Transcribe the entries below exactly from their first line through the line containing "Describe this map", and let no picture into the copy.

[GIVEN DATA Boundary: Start]

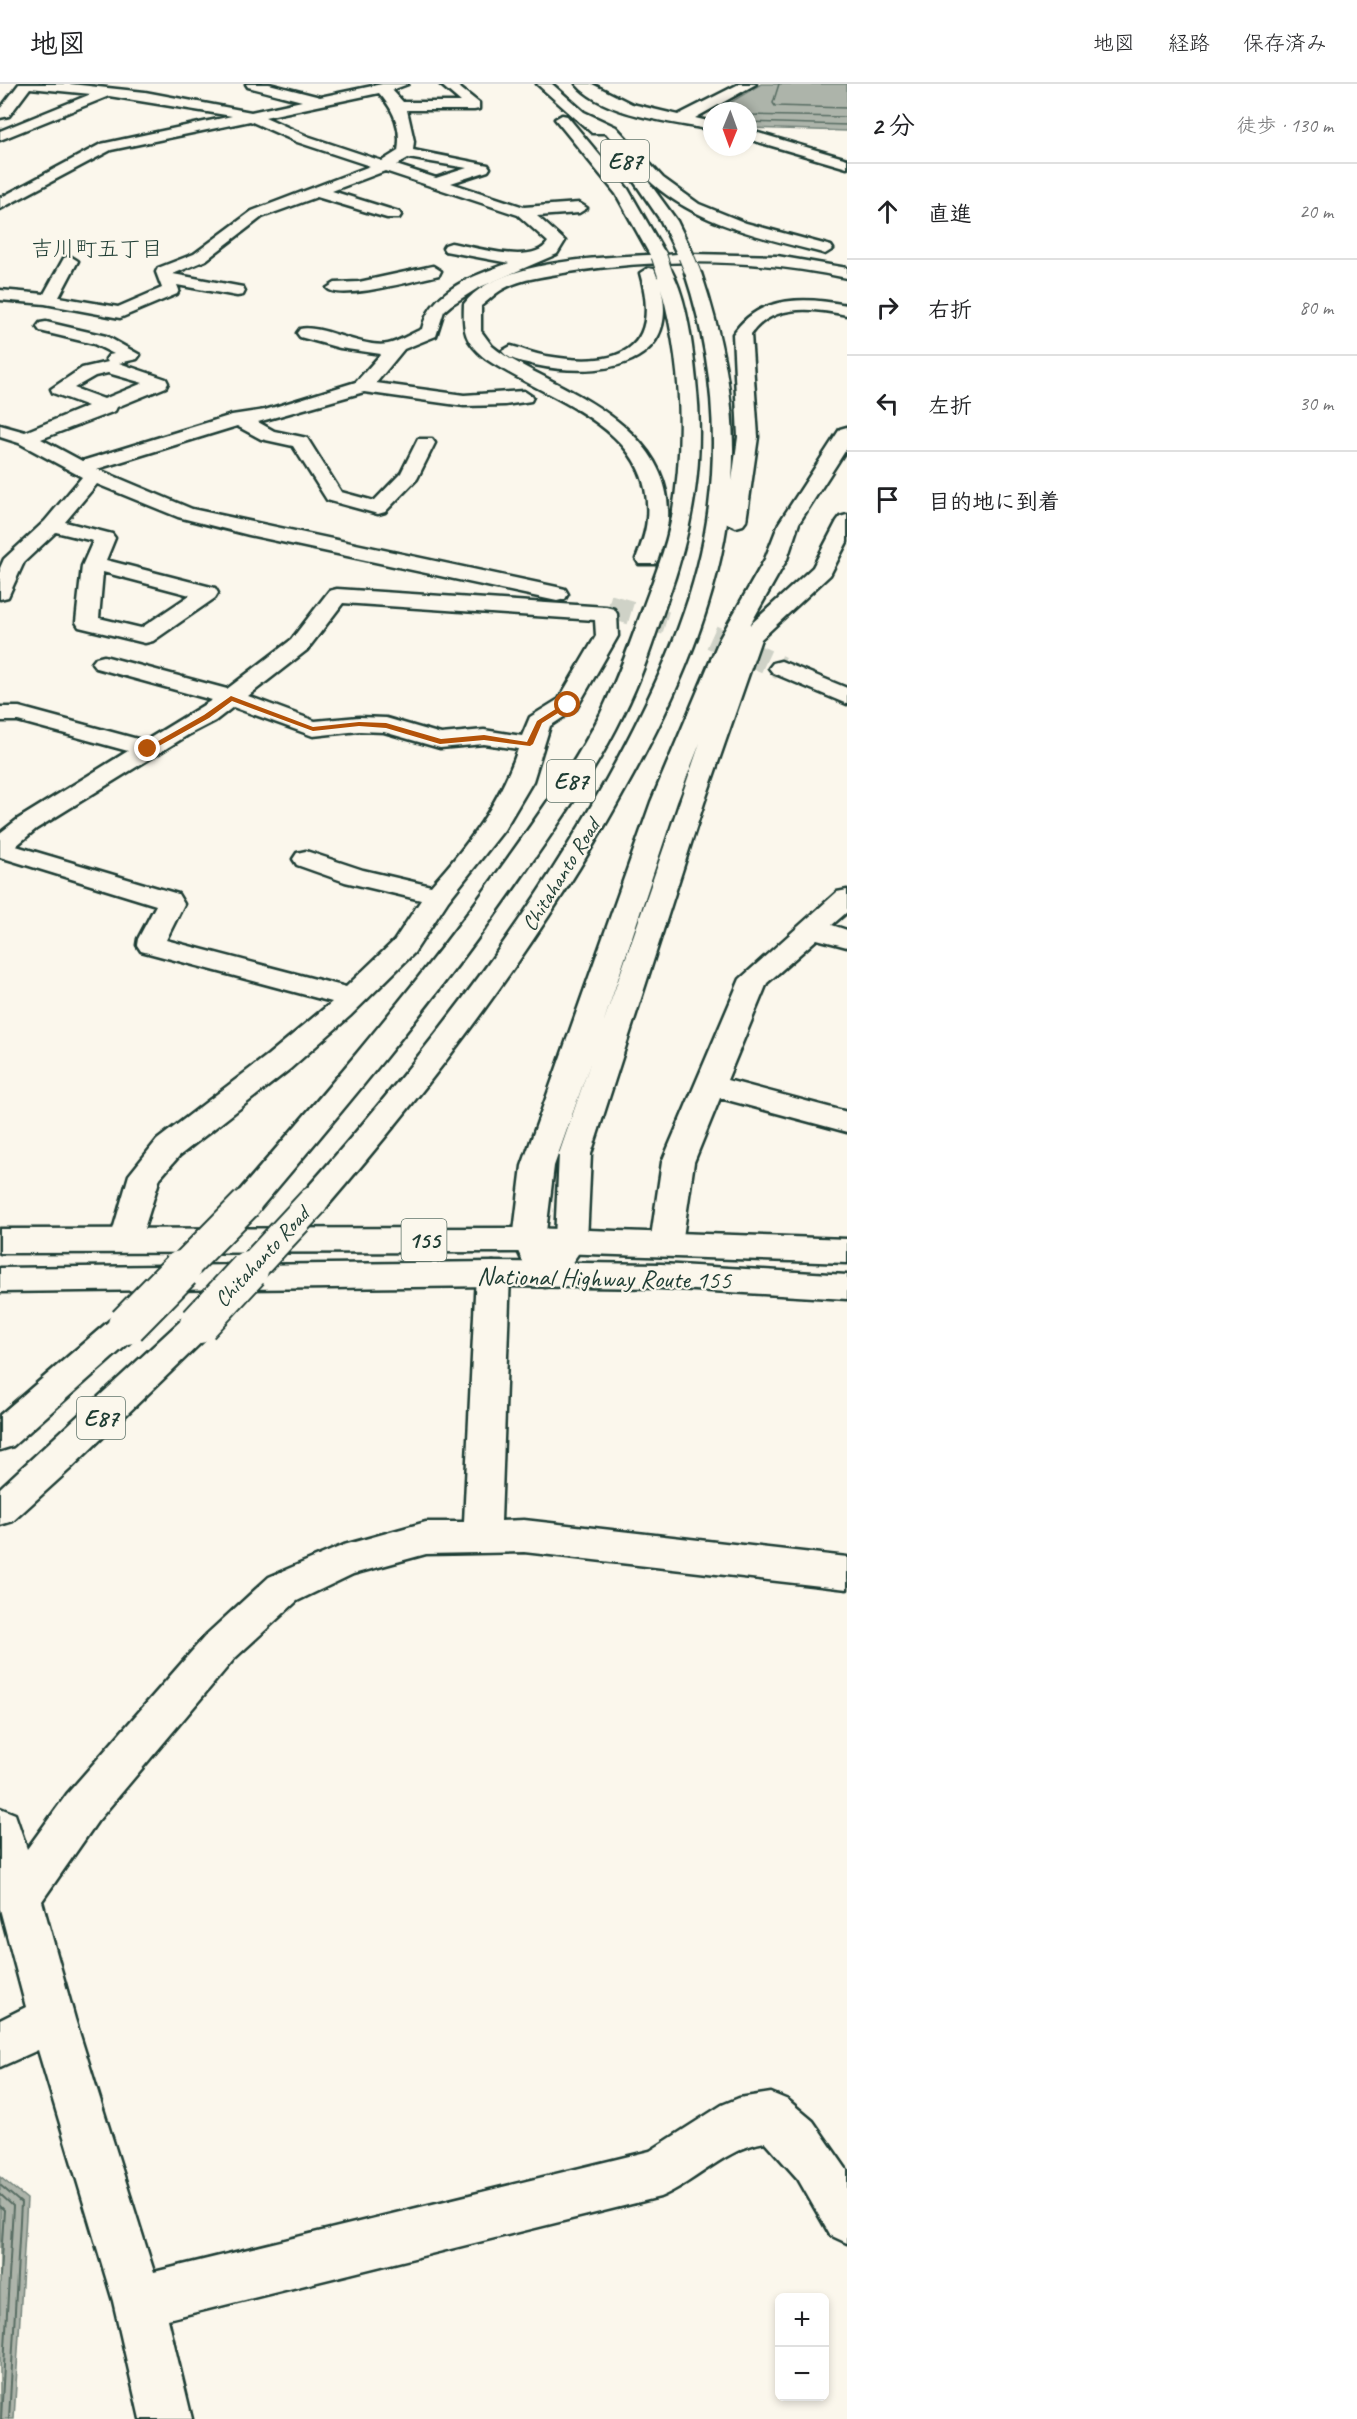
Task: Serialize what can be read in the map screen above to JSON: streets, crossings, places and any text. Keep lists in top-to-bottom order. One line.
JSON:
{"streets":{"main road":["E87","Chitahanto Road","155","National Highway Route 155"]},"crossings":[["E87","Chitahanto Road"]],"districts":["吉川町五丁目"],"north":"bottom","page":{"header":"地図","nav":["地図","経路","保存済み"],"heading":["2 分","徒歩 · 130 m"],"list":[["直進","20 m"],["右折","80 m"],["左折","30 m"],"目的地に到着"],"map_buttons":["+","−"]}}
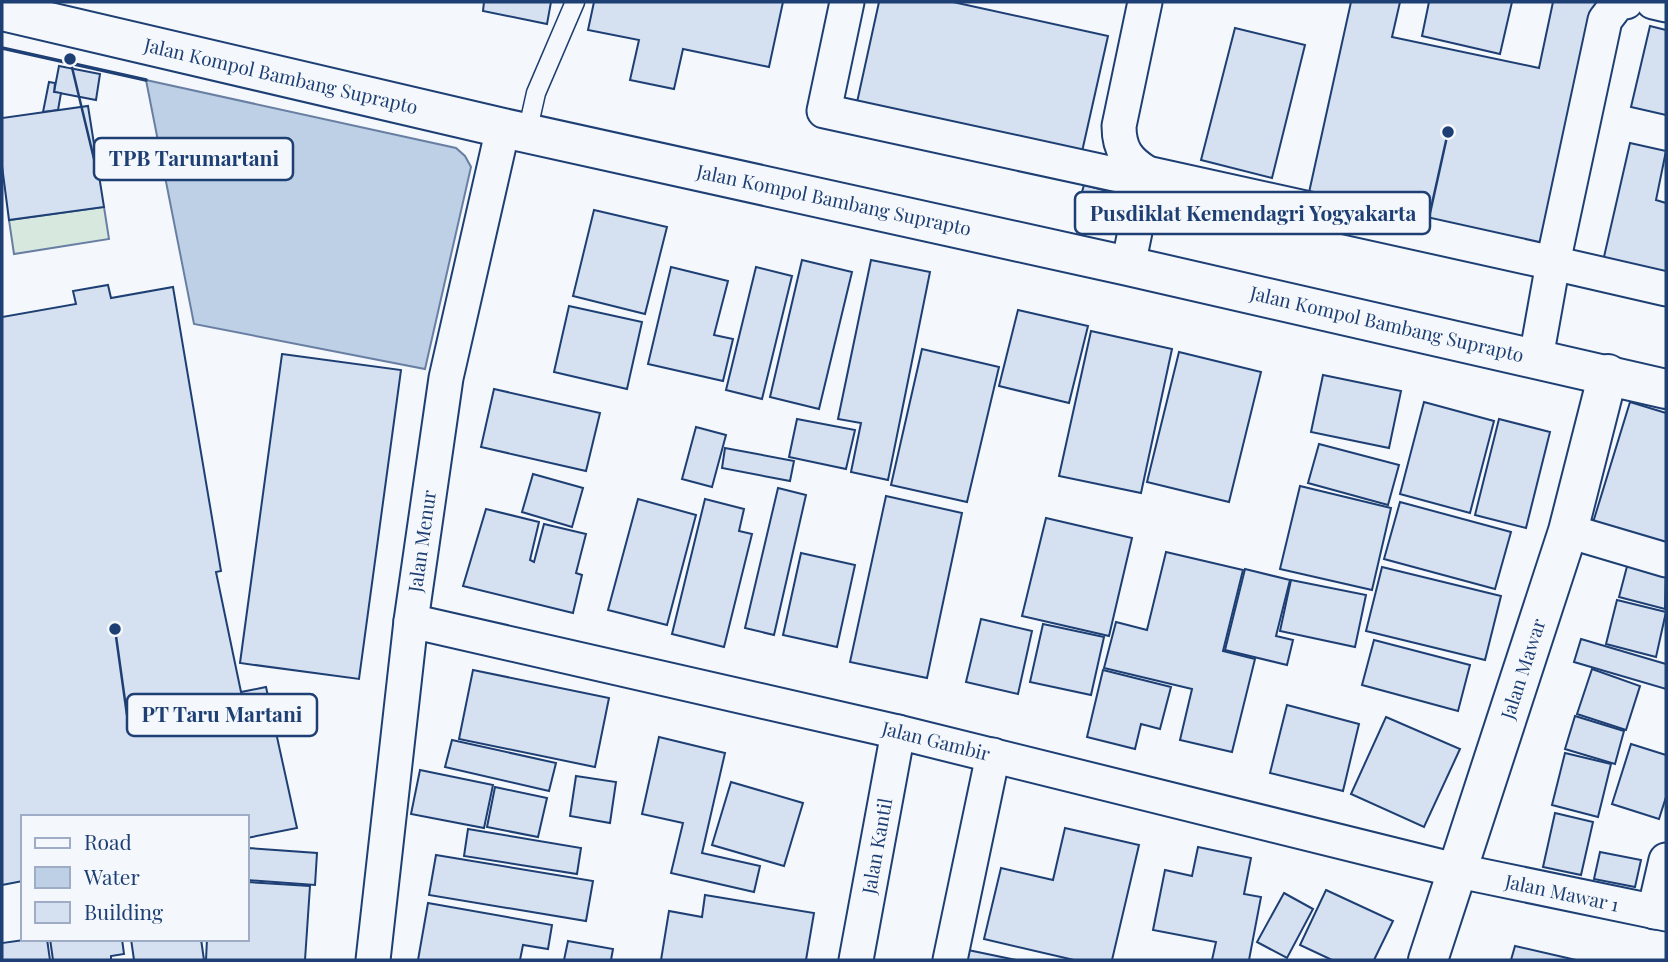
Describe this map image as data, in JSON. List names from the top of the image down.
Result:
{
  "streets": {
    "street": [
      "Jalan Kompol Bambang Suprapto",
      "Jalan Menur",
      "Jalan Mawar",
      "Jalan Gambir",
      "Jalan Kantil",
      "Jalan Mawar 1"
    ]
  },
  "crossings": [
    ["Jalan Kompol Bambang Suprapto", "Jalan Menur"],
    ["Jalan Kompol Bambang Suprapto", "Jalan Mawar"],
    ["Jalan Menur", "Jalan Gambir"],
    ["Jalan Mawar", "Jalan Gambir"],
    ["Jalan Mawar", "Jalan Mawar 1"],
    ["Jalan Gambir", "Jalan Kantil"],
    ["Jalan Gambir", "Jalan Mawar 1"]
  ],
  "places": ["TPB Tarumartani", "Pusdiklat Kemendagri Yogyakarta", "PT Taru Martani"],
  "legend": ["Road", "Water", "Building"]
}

[GIVEN DATA Boundary: End]

▶ _EXPECTED OUTPUT_
Task: Serialize what can be read in the map screen above to JSON: streets, crossings, places and any text. Keep lists in top-to-bottom order. One line.
JSON:
{"streets":{"main road":["E87","Chitahanto Road","155","National Highway Route 155"]},"crossings":[["E87","Chitahanto Road"]],"districts":["吉川町五丁目"],"north":"bottom","page":{"header":"地図","nav":["地図","経路","保存済み"],"heading":["2 分","徒歩 · 130 m"],"list":[["直進","20 m"],["右折","80 m"],["左折","30 m"],"目的地に到着"],"map_buttons":["+","−"]}}
Describe this map image as data, in JSON. List names from the top of the image down.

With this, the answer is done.